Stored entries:
============================================================

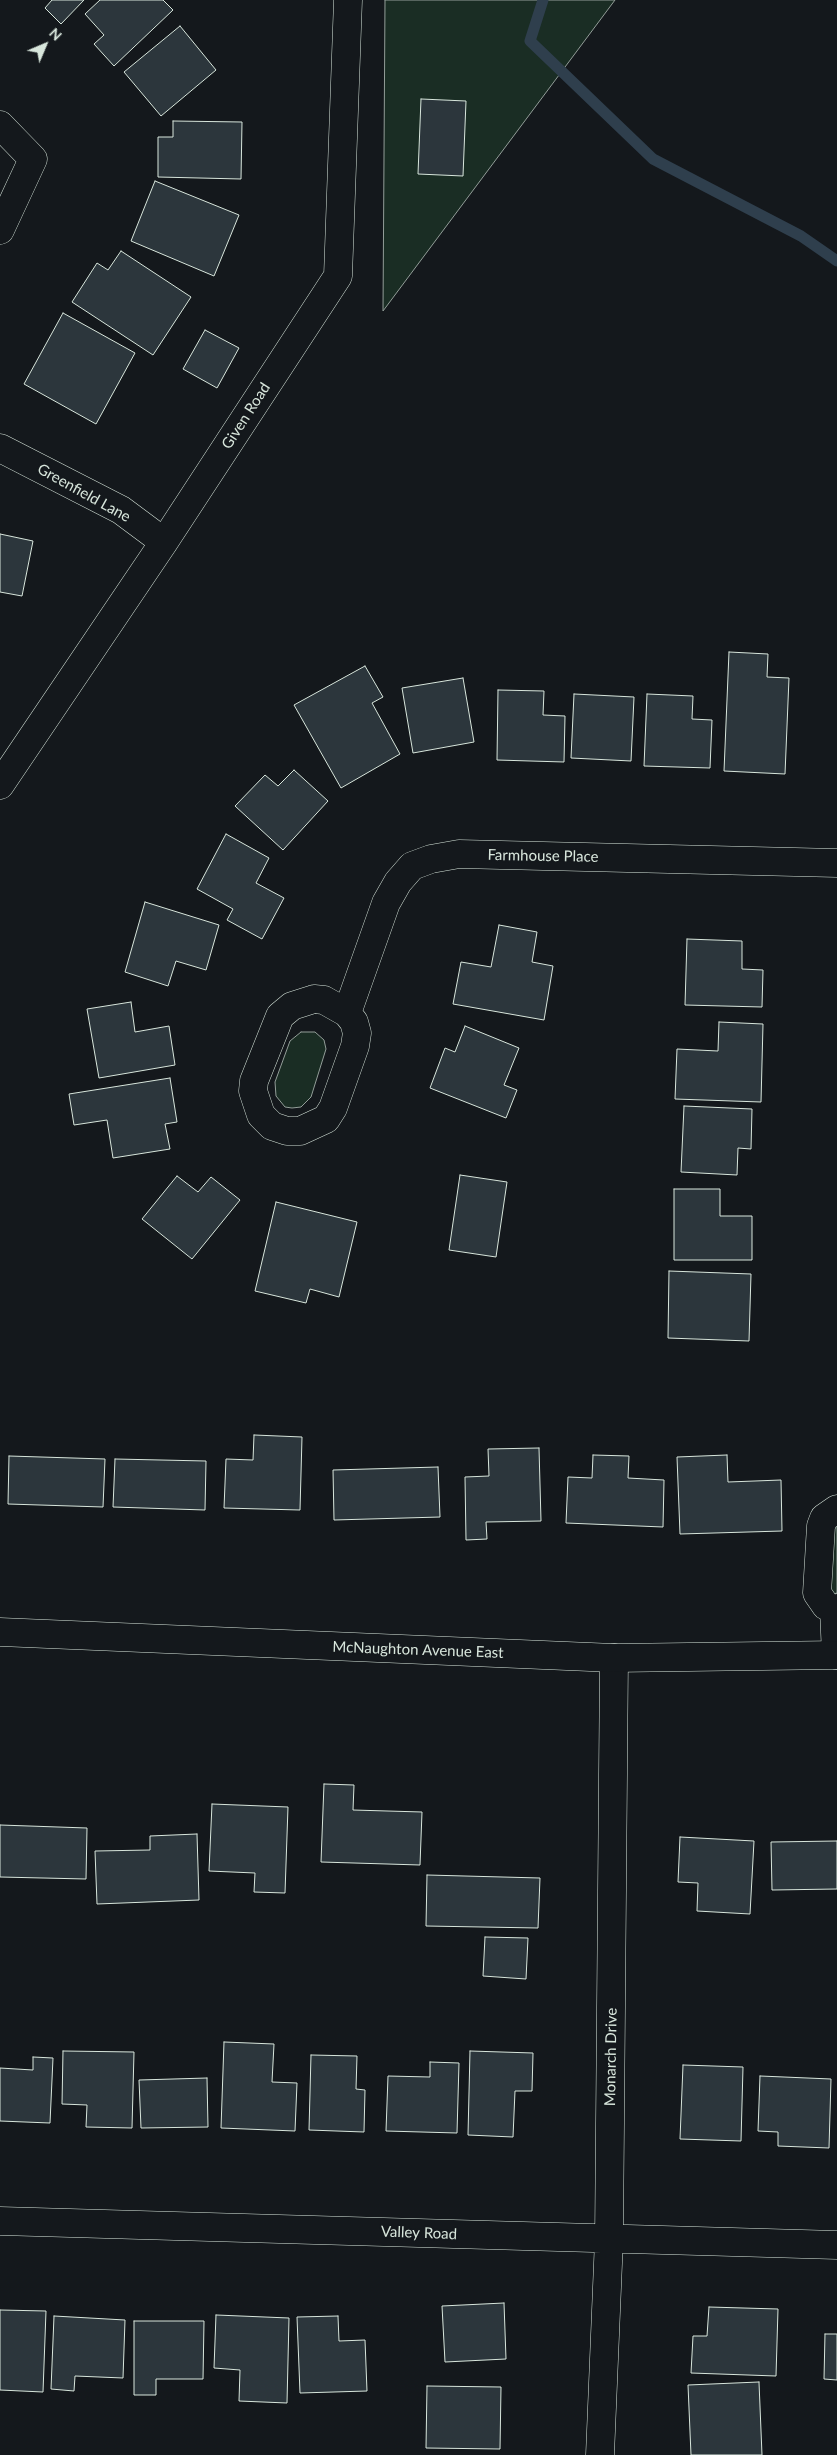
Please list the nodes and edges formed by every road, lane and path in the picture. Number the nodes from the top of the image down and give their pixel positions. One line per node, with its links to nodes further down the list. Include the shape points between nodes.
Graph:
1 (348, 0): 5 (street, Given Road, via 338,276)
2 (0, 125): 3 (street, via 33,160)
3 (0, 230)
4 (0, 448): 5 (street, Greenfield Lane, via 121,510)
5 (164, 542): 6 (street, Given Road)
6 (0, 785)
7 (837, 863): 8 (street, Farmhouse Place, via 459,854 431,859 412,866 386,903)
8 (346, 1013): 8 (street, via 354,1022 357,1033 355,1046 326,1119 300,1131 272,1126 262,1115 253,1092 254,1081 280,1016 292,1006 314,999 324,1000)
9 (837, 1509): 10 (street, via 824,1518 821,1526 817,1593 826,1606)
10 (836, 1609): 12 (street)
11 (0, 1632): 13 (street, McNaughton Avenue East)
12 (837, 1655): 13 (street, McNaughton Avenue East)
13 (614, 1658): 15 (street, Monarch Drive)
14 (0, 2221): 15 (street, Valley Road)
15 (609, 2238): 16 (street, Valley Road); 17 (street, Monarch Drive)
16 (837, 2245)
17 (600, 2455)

============================================================

WHAT THE EXERCISE ASKS: Repeat every record above exactly. Omit the pictures.

SOLUTION TO THIS PROBLEM:
Please list the nodes and edges formed by every road, lane and path in the picture. Number the nodes from the top of the image down and give their pixel positions. One line per node, with its links to nodes further down the list. Include the shape points between nodes.
Graph:
1 (348, 0): 5 (street, Given Road, via 338,276)
2 (0, 125): 3 (street, via 33,160)
3 (0, 230)
4 (0, 448): 5 (street, Greenfield Lane, via 121,510)
5 (164, 542): 6 (street, Given Road)
6 (0, 785)
7 (837, 863): 8 (street, Farmhouse Place, via 459,854 431,859 412,866 386,903)
8 (346, 1013): 8 (street, via 354,1022 357,1033 355,1046 326,1119 300,1131 272,1126 262,1115 253,1092 254,1081 280,1016 292,1006 314,999 324,1000)
9 (837, 1509): 10 (street, via 824,1518 821,1526 817,1593 826,1606)
10 (836, 1609): 12 (street)
11 (0, 1632): 13 (street, McNaughton Avenue East)
12 (837, 1655): 13 (street, McNaughton Avenue East)
13 (614, 1658): 15 (street, Monarch Drive)
14 (0, 2221): 15 (street, Valley Road)
15 (609, 2238): 16 (street, Valley Road); 17 (street, Monarch Drive)
16 (837, 2245)
17 (600, 2455)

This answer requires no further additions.